La ola de apreciación de los jóvenes hacia el exmandatario se encuentra en ascenso, más aún tras el reciente encarcelamiento del popular “presi”.
En un país donde los presidentes parecen destinados a terminar entre tribunales, barrotes o exilios políticos, sorprende que Martín Vizcarra, pese a haber sido destituido e inhabilitado, conserve todavía un nivel de simpatía notable, en especial entre la juventud peruana. Esa adhesión no es casualidad: responde a una mezcla de símbolos, narrativas y contrastes que lo posicionan como un referente particular en medio del descrédito generalizado de la política.
El presidente que “se enfrentó al sistema”
Durante su gestión entre 2018 y 2020, Vizcarra construyó una narrativa de confrontación con el Congreso, un poder altamente desprestigiado. La disolución del Legislativo en 2019 marcó un hito sin precedentes: por primera vez un presidente parecía plantarse frente a quienes eran vistos como los responsables del bloqueo político y la corrupción institucionalizada. Esa imagen de valentía frente a la clase política tradicional caló especialmente en las generaciones jóvenes, cuya mayoría observaba con escepticismo cómo la democracia se desgastaba entre intereses particulares y escándalos interminables.

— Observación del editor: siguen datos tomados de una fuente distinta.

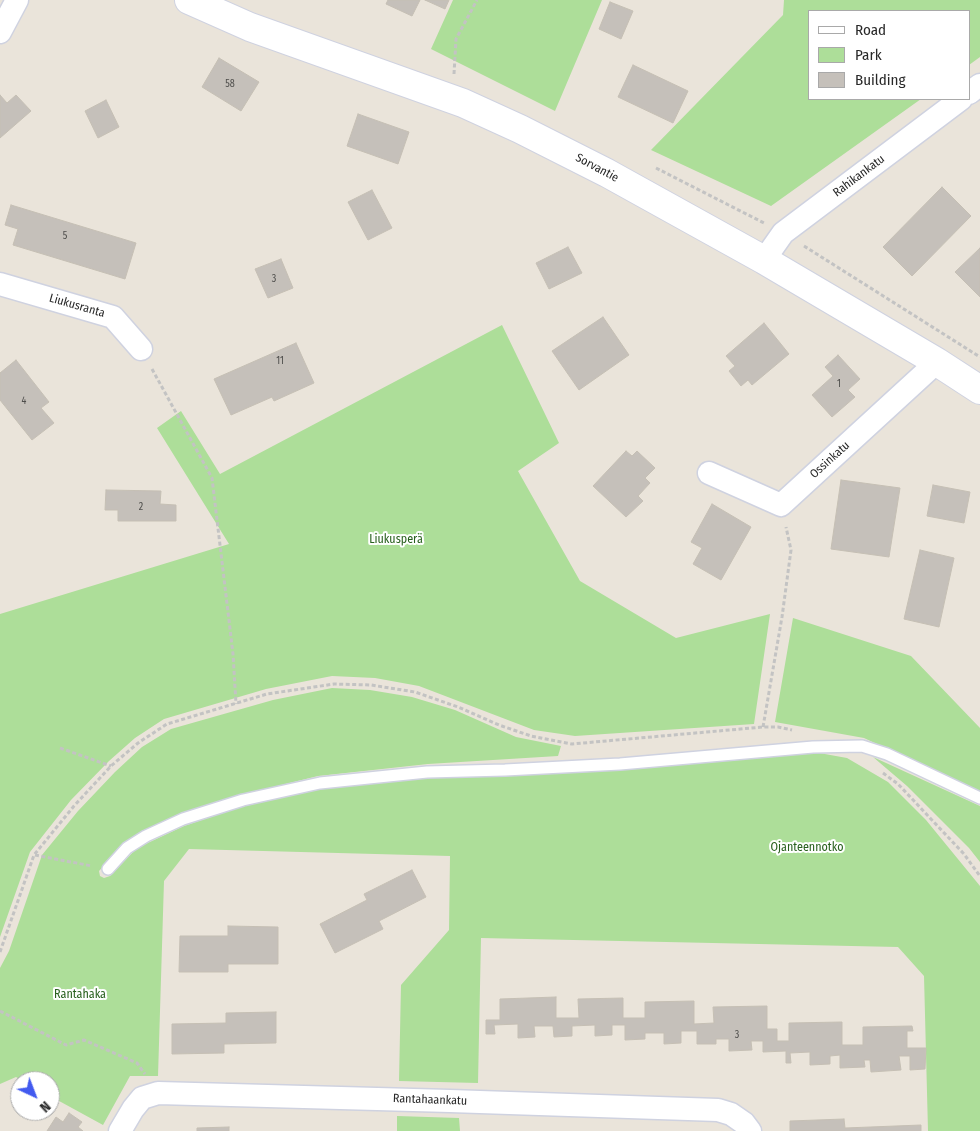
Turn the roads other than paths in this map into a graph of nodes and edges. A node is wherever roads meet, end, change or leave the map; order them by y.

El referéndum de 2018 también fortaleció esa percepción. Al prohibir la reelección inmediata de congresistas y regular el financiamiento de los partidos, Vizcarra se alineó con la demanda ciudadana de reformas urgentes. Para muchos jóvenes, aquello fue la señal de que alguien en Palacio de Gobierno escuchaba su malestar.
Un estilo sobrio en tiempos de incertidumbre
Otro elemento que explica su atractivo fue el estilo de comunicación que desplegó, sobre todo en los primeros meses de la pandemia. Vizcarra aparecía en conferencias diarias con cifras, gráficos y mensajes que intentaban transmitir serenidad y transparencia. Frente a la incertidumbre global, esa constancia lo acercó a la ciudadanía. No era un orador carismático ni un líder carismático en exceso, pero supo proyectar una imagen de sencillez y cercanía. En una sociedad que desconfía de los discursos grandilocuentes, esa sobriedad resultó efectiva.
Hoy, incluso fuera del poder, mantiene presencia activa en redes sociales, particularmente en TikTok, donde se comunica con un lenguaje más directo y coloquial. Esa estrategia lo conecta con un electorado juvenil que consume política a través de formatos breves y accesibles.
El peso de las sombras
Sin embargo, la historia no es tan idealizada. Vizcarra enfrenta procesos judiciales por presuntos sobornos durante su gestión como gobernador de Moquegua, además de la recordada controversia del “Vacunagate”, que golpeó su credibilidad en plena pandemia. Su reciente encarcelamiento lo coloca en la misma lista de exmandatarios peruanos que han perdido la libertad por casos de corrupción.
Aun así, un sector de la juventud lo percibe como víctima de una persecución política más que como protagonista de delitos comprobados. Esta visión se alimenta de su abrupta destitución en 2020 bajo el argumento de “incapacidad moral permanente”, un concepto ambiguo y manipulado por intereses parlamentarios. El Congreso que lo destituyó estaba desprestigiado, y esa circunstancia reforzó la idea de que lo vacaron por querer reformar un sistema que no quería ser tocado.
Entre la crítica y la esperanza
Lo paradójico es que Vizcarra no se sostiene en un proyecto ideológico sólido ni en una trayectoria de liderazgo transformador. Su capital político radica más en lo que simboliza que en lo que efectivamente logró. Representa al outsider que incomodó a la clase política, al presidente que se atrevió a cerrar un Congreso impopular y que habló sin rodeos de corrupción. En un escenario donde la mayoría de líderes acumula desprestigio, ser “el menos peor” puede ser suficiente para capturar la simpatía juvenil.
El respaldo que conserva es también un espejo del desencanto generacional. Los jóvenes no lo ven necesariamente como un héroe, sino como un referente que encarna la frustración frente a un sistema que no ofrece alternativas confiables. Es, en cierto modo, un voto de protesta con rostro propio.
Lo que queda por aprender
Vizcarra sigue siendo una figura incómoda y contradictoria. No es el salvador que algunos quisieran, pero tampoco el villano absoluto que sus críticos dibujan. Su popularidad entre la juventud debería ser leída como una señal de alerta para la política peruana: las nuevas generaciones no buscan mesías, buscan honestidad, coherencia y valentía para enfrentar estructuras oxidadas.
Si la clase política no toma nota de ese clamor, el futuro del país seguirá atado a un ciclo interminable de presidentes caídos en desgracia. Vizcarra, con sus luces y sombras, no es más que el reflejo de esa herida abierta entre ciudadanía y poder, y que también la decepción política es parte de nuestras vidas.